What came my way, mostly, were weddings. I enjoyed them immensely. I like big, complicated projects with lots of moving parts. Weddings have a lot of external restrictions and demand that require a great variety of techniques and on the spot problem-solving. With a love story and family at the center, it helps to enjoy people among their own people--and I do! So for a long while my primary emphasis has been weddings and families.
And here was the crucible in which I learned what making art in the service of other people felt like, and what that did to my own personal art practice. Spending so much time creating designs and capturing moments for other people gave me a sense of what I was good at, but also made me yearn for other mediums.
So on the side, I kept a sketchbook. I wrote. I read lots of literature. I learned to sew. I picked up block printing and created little side projects that turned into shows. Some of them used photography, and others didn’t. In the middle of all this, I found cyanotype again (after learning it in college) and sort of riffed all over with it.
100,000 PHOTOGRAPHS AND BEYOND
Ten years later, I’m still using photography as a medium. I’ve collected a number of different kinds of cameras and experimented with different levels of technological sophistication. It’s easy to see where I’ve meandered through looking at my camera collection.
Photographing so long—both for myself and for clients who hire me—has given me the chance to reflect on photography’s history & how broadly it has participated in changing our landscape and influences thinking. Throughout photography's history, it's been heralded as both a truth-teller AND--with clever editing and manipulation--as the ultimate deceiver. Either way, it's trying to tell a story.
It’s this aspect of photography (and art) that dovetails very nicely with philosophy, and is part of what keeps things interesting for me. Technical accomplishments can create beautiful photographs, but I’m always more interested in the why behind the photograph or the story being told.
And I’ve told my share of stories with photography. Over the years I’ve grown a large catalog through which I can see the themes that keep circling around for me. Aside from the client work, I care for visual abstraction and large shapes, for “found” scenes and finding interesting or unusual objects.
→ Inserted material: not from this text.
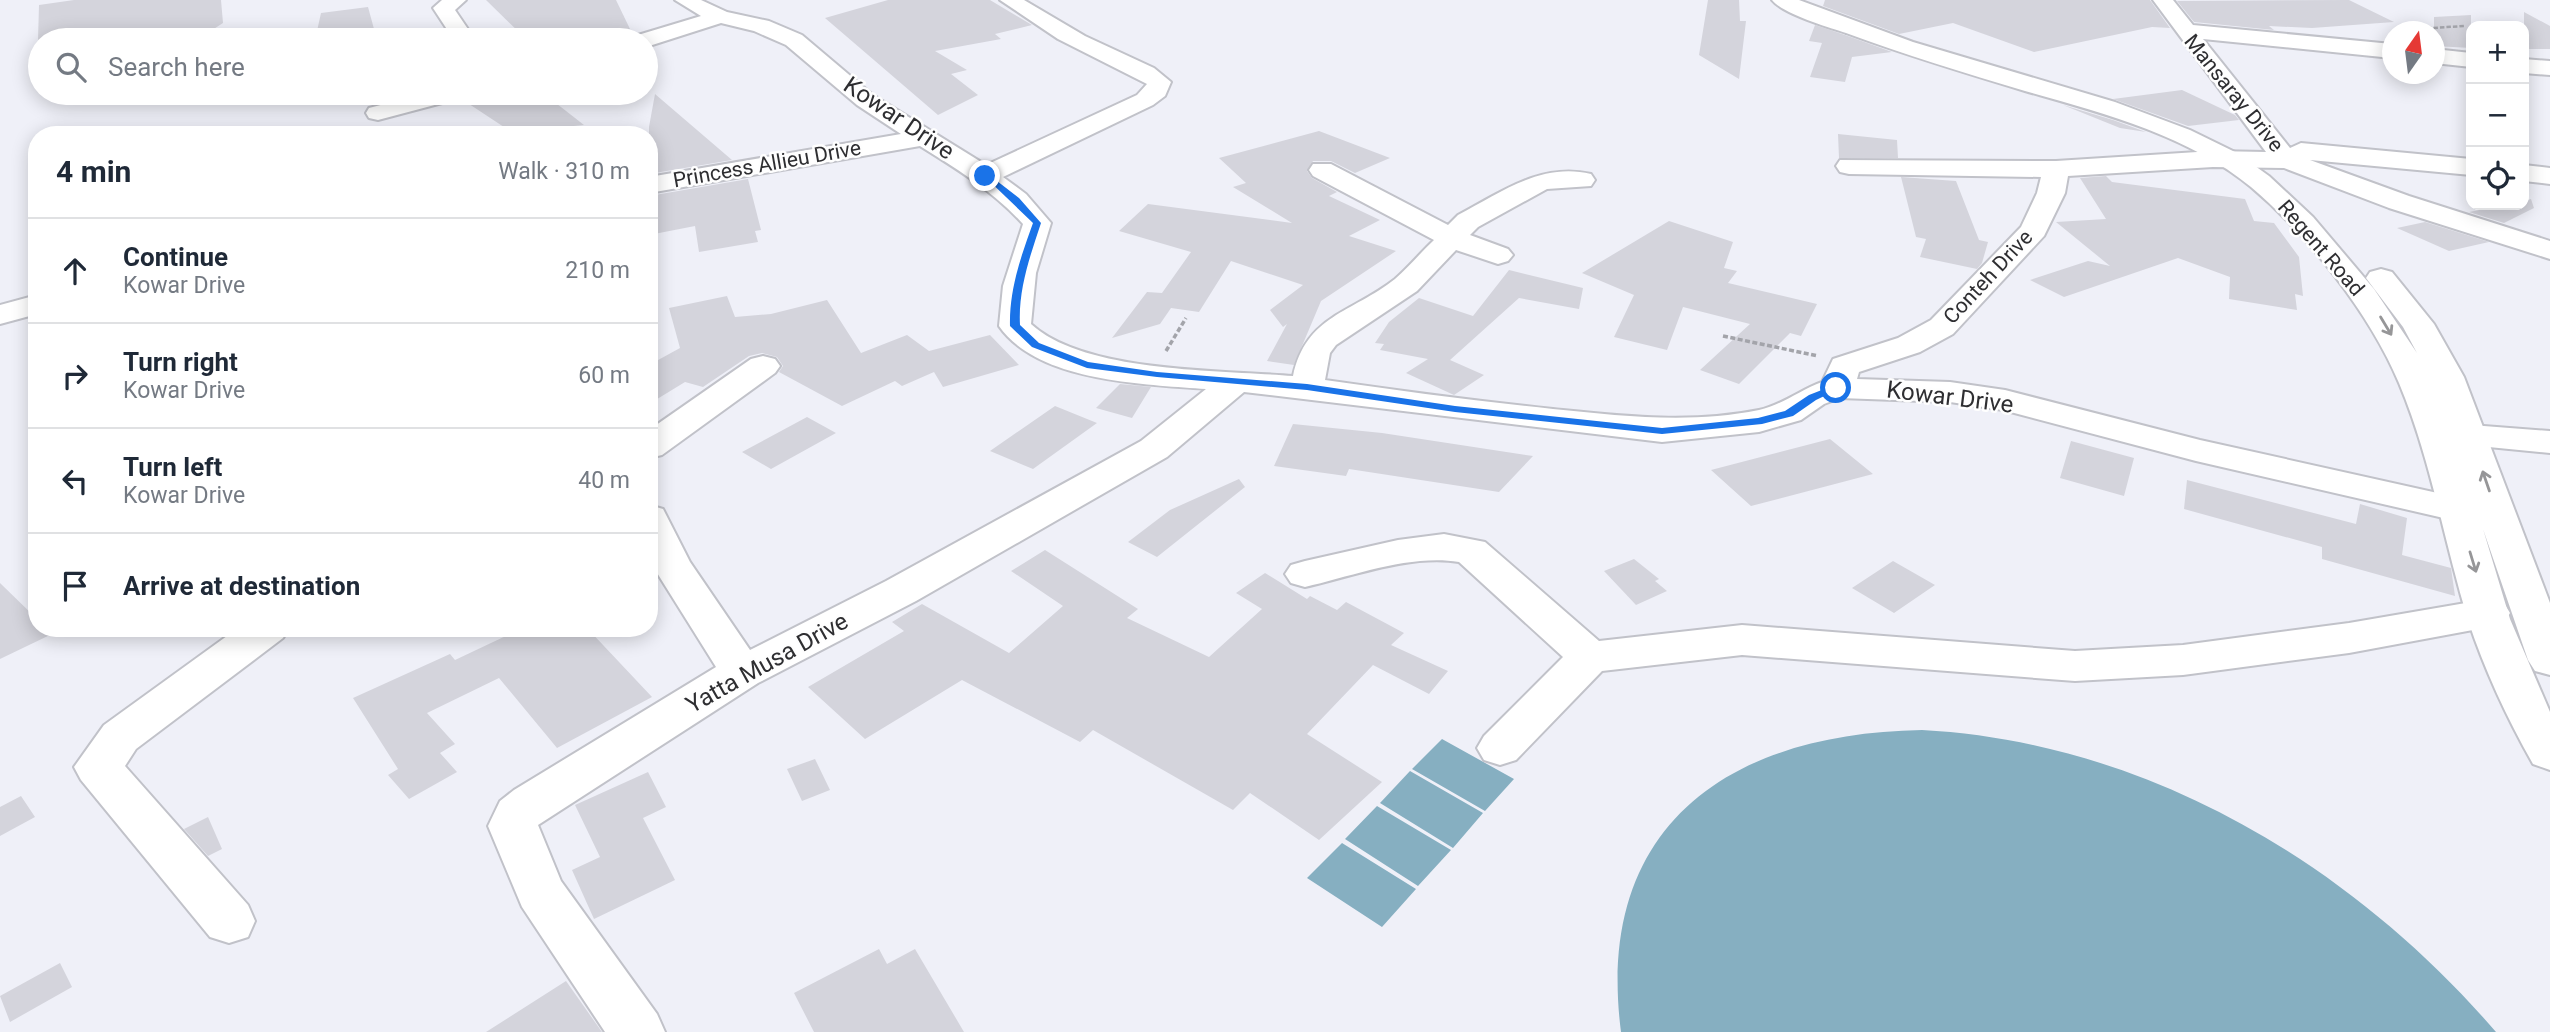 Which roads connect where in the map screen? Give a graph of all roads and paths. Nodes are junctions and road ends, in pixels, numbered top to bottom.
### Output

I care for creating constructed scenes that allow me to play with light, color, and texture.
MY BIGGEST GIG: CAPTURING THOSE I LOVE
But I’m very preoccupied with photographing the people I care about. Because photography is a frozen moment in time, it has the unique ability to capture the changes in the people I love, and for its uses in playing with visual elements. You are always older than your photograph. Photography looks back and reflects.
So often we forget that we are living history right now. We don’t know what is going to become significant later; the challenge is how to curate what we have on hand. But photographing my domestic scenes makes visible the invisible work of motherhood (albeit a privileged view).
Everyday domestic scenes can tell historians so very much about the people who lived during a time period; the shape of everyday life is often more of a curiosity than the strange, otherworldly life of a rich leader.
And so I photograph. Whoever finds my family albums later on will hopefully see bits of how we lived as well as a bit of how we felt about it. They will see what we choose to include. They will wonder about what was left out. They will marvel at the changes in technology.
Meanwhile, I marvel at how fast everything goes by, and I’m grateful for something that makes me practice gratitude for what I have and lets me extend my memory. I'm so very happy that I learned how to use a camera.